**Input data:**
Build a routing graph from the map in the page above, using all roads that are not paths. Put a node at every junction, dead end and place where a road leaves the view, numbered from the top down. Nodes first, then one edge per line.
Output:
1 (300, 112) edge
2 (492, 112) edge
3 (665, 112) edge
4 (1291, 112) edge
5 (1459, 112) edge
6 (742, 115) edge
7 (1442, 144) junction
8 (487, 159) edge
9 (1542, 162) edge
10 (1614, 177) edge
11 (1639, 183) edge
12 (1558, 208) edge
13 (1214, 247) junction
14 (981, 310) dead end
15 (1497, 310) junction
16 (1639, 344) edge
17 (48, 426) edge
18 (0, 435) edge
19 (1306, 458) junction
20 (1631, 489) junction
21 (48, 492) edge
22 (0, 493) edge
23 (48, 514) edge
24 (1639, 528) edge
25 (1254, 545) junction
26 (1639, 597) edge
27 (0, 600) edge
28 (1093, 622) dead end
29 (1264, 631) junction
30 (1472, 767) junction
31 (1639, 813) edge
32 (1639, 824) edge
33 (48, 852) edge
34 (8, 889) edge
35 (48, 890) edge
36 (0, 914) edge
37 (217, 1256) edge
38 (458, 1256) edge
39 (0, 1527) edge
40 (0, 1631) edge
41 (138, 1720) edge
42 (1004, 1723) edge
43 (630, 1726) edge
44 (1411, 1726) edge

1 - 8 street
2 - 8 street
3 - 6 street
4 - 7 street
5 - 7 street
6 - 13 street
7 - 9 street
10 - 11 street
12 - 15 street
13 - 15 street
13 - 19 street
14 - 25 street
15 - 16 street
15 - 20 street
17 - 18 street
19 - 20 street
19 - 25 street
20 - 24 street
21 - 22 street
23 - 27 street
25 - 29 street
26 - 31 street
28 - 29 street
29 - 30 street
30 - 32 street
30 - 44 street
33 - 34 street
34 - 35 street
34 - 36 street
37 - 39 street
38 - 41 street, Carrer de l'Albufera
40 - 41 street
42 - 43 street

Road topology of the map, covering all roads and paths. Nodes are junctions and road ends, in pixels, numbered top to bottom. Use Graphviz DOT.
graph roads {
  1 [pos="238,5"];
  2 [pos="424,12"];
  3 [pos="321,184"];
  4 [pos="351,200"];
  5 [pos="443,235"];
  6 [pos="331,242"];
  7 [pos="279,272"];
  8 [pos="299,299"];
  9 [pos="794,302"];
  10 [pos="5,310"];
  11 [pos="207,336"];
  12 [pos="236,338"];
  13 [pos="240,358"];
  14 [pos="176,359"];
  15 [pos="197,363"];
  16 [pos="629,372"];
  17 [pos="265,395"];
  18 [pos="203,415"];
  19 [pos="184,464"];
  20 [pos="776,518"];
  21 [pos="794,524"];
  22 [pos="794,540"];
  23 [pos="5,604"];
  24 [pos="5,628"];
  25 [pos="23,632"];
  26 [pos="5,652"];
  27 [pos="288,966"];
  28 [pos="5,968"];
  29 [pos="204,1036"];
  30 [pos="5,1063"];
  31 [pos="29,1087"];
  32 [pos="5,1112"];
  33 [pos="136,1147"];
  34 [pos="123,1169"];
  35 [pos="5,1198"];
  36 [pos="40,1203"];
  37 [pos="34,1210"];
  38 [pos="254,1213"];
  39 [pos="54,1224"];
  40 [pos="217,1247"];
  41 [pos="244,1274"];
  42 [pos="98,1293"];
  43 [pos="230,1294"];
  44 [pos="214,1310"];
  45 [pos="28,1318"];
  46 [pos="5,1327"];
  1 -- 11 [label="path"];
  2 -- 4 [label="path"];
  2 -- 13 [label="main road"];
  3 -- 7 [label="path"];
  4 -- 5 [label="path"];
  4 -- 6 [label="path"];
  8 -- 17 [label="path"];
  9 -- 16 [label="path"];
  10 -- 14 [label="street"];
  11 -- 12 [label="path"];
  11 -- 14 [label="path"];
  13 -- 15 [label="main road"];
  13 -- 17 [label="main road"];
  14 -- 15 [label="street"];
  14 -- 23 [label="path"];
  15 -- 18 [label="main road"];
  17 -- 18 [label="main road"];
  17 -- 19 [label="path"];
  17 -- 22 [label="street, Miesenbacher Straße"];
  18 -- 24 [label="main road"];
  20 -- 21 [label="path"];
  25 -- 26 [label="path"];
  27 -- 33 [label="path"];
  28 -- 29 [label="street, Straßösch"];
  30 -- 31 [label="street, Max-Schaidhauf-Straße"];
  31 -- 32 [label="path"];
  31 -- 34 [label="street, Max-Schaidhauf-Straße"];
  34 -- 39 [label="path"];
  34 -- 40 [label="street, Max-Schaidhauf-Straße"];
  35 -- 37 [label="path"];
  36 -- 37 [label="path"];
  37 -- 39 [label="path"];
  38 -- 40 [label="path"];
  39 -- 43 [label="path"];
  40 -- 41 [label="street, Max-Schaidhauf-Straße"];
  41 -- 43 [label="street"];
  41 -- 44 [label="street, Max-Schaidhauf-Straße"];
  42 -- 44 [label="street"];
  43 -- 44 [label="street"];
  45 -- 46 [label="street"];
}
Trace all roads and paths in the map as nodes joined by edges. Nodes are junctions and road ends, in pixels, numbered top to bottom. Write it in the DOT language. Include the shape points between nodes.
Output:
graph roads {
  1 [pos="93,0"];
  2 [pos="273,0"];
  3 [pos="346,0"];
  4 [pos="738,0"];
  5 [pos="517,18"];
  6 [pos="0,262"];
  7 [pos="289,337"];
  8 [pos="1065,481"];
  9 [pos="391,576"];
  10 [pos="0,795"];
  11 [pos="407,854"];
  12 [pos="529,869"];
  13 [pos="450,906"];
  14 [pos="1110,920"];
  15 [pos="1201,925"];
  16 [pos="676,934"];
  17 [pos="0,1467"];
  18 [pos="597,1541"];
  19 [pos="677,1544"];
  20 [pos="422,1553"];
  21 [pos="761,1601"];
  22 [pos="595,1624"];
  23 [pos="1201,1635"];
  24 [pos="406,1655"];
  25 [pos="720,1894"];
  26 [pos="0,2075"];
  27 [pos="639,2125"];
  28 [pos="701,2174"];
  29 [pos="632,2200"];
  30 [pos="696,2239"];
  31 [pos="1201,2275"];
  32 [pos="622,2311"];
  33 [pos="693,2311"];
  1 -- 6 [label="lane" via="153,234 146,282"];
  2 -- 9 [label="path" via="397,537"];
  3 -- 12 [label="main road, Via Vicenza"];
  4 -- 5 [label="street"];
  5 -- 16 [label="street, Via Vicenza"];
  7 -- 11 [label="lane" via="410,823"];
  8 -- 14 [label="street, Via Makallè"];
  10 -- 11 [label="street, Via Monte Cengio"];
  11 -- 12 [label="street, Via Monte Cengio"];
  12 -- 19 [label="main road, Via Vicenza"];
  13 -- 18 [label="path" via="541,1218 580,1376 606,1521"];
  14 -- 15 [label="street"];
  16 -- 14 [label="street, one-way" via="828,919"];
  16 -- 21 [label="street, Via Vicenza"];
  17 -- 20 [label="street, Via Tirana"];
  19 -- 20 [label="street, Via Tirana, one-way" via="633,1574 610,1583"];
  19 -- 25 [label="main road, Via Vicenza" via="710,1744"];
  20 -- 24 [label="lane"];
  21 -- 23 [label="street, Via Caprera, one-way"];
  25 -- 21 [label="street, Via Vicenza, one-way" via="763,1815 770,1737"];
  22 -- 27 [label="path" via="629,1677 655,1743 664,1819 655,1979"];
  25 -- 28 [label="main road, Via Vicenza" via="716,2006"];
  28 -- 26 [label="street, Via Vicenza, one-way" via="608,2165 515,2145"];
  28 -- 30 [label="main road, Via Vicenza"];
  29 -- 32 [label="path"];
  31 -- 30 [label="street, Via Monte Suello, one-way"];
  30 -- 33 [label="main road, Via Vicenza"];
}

**What is expected:**
If a line above includes the string "Schaidhauf", pick it out.

**Result for this exercise:**
  30 -- 31 [label="street, Max-Schaidhauf-Straße"];
  31 -- 34 [label="street, Max-Schaidhauf-Straße"];
  34 -- 40 [label="street, Max-Schaidhauf-Straße"];
  40 -- 41 [label="street, Max-Schaidhauf-Straße"];
  41 -- 44 [label="street, Max-Schaidhauf-Straße"];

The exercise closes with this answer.